For JBoss however, the support for a new component model will be as simple as building a new Facade on top of the JBoss Microcontainer. The same way we support natively POJOs, legacy MBeans, and soon OSGi bundles, we will support any other existing or future component model of interest. The power of abstraction to its best!

InfoQ: Regarding the pluggable component models, will the developer be able to share information between them and have them collaborate?

Yes, and that's the beauty of it. Since all the components in JBoss irrespective of type (POJOs, MBean, Spring Beans, OSGi bundles, etc.) share the same back-plane they have the potential of being wired together by the MicroContainer with dependencies and aspects applied across the different component models. We are still at the early stages of understanding the capabilities and limits of the MicroContainer technology, designed by our mastermind Adrian Brock, but the possibilities look certainly very interesting.

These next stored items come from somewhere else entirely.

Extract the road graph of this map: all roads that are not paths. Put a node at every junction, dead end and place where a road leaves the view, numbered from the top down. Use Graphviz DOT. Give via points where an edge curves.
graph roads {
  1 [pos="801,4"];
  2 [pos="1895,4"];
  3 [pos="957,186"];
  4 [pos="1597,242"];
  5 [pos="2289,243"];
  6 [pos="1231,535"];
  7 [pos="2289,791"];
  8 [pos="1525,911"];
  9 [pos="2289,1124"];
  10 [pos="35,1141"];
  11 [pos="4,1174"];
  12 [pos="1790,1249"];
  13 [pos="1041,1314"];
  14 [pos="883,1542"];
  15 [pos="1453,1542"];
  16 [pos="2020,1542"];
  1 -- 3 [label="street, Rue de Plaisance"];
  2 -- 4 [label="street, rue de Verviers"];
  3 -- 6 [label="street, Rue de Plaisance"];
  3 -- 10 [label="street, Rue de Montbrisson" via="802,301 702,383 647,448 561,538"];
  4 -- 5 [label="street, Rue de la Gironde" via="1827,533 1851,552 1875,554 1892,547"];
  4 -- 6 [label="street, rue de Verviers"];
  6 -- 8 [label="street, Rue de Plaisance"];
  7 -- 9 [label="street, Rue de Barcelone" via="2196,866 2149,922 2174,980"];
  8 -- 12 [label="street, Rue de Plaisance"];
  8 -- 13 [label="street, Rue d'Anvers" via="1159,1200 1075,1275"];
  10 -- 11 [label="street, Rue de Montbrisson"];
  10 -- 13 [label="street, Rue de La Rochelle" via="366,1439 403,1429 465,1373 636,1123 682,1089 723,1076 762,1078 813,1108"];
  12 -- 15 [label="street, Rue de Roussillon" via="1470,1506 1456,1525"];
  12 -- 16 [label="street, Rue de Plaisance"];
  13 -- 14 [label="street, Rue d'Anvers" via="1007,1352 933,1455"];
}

InfoQ: Do you have any comments regarding the future directions of the JBoss AS that you would like to share with the InfoQ audience? What comes after version 5?

Well, our primary focus at this point is to deliver AS5 of so I don't want to make too many predictions about the future. What I do know is that AS5 will provide a healthy foundation and a fully extensible, cross component model, aspect integration runtime environment on top of which innovation can happen at a much faster pace. In this regard I expect AS6 to come out a lot quicker than the time it took us to create AS5!

There are areas that we will certainly give more attention, like OSGi support and improving the management features of the server especially in the context of large deployments. There is also a lot of innovation in the pipeline coming in through the various JBoss projects; and with the opening of Java we can expect to see improvements in the JVM itself and some tighter integration with the application server, especially on the Linux side of things.